Tuesday, March 4, 2008

Kudlow: Reagan for strong dollar?

Two posts at Angry Bear tear into a recent Larry Kudlow column at the National Review about politics of the strength of the dollar relative to other currencies. Anyone that has been overseas the last few years, or anyone that lives near the Canadian border, knows that the dollar ain't what it used to be. In fact, the dollar is at historic lows against the Euro, and is really weak against a bunch other currencies, including the Canadian loonie and the Yen.

Anyway, Kudlow, who is a very prominent anchor at CNBC, could best be described as one of the nation's lead cheerleaders from which only happy-talk spills from his mouth. A column in which he admits anything negative about any facet of the economy might be seen as a very bad sign for the economy. But Kudlow makes one claim about Reagan and his policies on the dollar:
Right now the greenback is in virtual freefall. It’s a disorderly drop... Something must be done to reverse this trend, and McCain is in a good spot to do it. Remember, McCain was a foot soldier in the Reagan revolution. Borrowing a page from the Gipper — who always said a great nation has a strong currency — he should argue on the campaign trail for a dollar surge.
cactus at Angry Bear wrote a post about whether it really is true that Reagan favored a strong dollar. He noted that:
Case in point: The Federal Reserve's Major Currencies Dollar Index for January 1981 was: 96.023. In January of 1989, it was 90.5499. Sure, that wasn't the collapse we've enjoyed during the presidency of Bush the Incoherent (Jan 2001: 103.5074, Feb 2008: 72.5747) but it takes a full load of delusion to be simultaneously in favor of a strong dollar and Reagan's dollar policy.
In comments, cursed said this in response:
Please go and look at the strength of the US dollar in 1985 before the Plaza accord purposefully engineered weakening of the dollar in order for US manufactures to compete. Leave going off half cocked to me, and being a cooperate hack to Kudlow.
cursed suggested that looking at the end points of a data set may not be very informative. I have to agree. So I decided to look at the data myself. I plotted year-over-year changes in the dollar index starting from 1974. I changed the color of the bars to indicate which party controlled the white house:
If the value is positive, it means the dollar index increased from one year to the next. If it's negative, the dollar index decreased. The magnitude of the change is reflected in the size of the bar.

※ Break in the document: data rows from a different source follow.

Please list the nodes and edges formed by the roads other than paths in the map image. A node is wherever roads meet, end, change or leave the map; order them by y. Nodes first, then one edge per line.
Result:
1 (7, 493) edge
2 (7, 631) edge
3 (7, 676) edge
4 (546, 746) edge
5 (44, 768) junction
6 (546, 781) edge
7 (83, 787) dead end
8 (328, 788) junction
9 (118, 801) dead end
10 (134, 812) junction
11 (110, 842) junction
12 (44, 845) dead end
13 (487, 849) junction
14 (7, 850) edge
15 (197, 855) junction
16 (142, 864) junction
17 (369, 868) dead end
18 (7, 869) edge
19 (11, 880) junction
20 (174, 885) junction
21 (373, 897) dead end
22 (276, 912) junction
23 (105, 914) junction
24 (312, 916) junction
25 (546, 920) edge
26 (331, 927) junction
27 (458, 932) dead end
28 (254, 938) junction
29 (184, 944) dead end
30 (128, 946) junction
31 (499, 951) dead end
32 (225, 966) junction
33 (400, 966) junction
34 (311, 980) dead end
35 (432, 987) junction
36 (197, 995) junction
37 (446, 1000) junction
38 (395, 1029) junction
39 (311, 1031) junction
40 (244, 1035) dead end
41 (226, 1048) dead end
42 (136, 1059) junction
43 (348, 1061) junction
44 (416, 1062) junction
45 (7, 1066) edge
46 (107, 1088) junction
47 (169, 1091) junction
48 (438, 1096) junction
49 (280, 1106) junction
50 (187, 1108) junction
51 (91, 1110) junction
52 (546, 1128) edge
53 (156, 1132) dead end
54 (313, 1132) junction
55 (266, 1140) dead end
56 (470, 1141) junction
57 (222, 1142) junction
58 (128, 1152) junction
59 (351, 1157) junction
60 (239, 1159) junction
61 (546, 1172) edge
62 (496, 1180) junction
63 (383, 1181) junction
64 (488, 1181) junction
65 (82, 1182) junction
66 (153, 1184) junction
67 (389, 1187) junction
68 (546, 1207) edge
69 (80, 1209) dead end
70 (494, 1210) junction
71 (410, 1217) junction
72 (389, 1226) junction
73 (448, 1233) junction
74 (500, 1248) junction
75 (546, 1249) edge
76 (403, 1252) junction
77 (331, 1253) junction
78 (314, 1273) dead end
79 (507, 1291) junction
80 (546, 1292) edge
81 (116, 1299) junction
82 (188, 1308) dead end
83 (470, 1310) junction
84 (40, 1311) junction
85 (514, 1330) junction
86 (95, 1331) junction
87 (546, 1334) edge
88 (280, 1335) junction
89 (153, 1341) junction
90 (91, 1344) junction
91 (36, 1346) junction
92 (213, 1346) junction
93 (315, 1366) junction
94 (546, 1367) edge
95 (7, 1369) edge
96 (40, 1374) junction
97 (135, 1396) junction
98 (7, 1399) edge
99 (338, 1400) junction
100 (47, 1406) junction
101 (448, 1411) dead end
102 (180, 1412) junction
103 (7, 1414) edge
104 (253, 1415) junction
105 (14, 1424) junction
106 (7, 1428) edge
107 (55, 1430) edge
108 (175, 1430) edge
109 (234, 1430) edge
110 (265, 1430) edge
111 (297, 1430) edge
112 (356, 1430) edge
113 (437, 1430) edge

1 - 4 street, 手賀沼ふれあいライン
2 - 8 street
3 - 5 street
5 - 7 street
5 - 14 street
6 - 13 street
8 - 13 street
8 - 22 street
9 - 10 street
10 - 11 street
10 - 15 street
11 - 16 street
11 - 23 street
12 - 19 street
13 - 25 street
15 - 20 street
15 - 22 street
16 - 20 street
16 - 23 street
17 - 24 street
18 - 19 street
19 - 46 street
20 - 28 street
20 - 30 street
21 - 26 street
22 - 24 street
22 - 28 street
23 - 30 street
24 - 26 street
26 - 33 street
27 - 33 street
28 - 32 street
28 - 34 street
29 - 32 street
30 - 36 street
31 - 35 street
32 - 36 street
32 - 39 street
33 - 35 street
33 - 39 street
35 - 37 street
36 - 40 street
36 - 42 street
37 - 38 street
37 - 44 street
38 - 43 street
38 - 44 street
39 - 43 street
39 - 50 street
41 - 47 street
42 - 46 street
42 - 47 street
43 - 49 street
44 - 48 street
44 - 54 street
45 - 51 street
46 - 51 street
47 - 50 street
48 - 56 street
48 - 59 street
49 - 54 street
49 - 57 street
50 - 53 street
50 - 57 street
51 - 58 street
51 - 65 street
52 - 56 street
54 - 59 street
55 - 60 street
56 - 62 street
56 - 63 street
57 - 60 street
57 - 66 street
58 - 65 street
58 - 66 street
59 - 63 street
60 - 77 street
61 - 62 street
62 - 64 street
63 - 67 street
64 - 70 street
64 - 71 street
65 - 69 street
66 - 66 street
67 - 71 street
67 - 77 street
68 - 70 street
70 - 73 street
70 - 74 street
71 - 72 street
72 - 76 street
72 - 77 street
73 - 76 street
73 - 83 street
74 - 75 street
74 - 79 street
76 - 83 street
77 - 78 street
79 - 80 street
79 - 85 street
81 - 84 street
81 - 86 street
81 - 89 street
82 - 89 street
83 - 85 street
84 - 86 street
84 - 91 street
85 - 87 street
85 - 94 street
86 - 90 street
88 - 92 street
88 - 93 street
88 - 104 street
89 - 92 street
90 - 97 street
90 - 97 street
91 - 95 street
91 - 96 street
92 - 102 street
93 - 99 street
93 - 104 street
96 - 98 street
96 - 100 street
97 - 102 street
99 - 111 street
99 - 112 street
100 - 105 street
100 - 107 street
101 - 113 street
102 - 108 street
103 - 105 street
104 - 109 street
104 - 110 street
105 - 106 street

So cursed is right; in general, during Reagan's first term, the dollar increased in value relative to other currencies. But the bottom dropped out on the dollar in 1985 after the Plaza Accord (which I don't know much about).

In general, over the last 30 years, the dollar index has performed "better" under Democratic administrations than under Republican ones. It's also clear that, though maybe Reagan "favored" a strong dollar policy, at the very least, he was impotent to maintain a strong dollar. In addition, if the major drop in 1985 is due to the Plaza Accords, then Reagan changed his position (dare I say flip-flopped?) on the importance of a strong dollar policy.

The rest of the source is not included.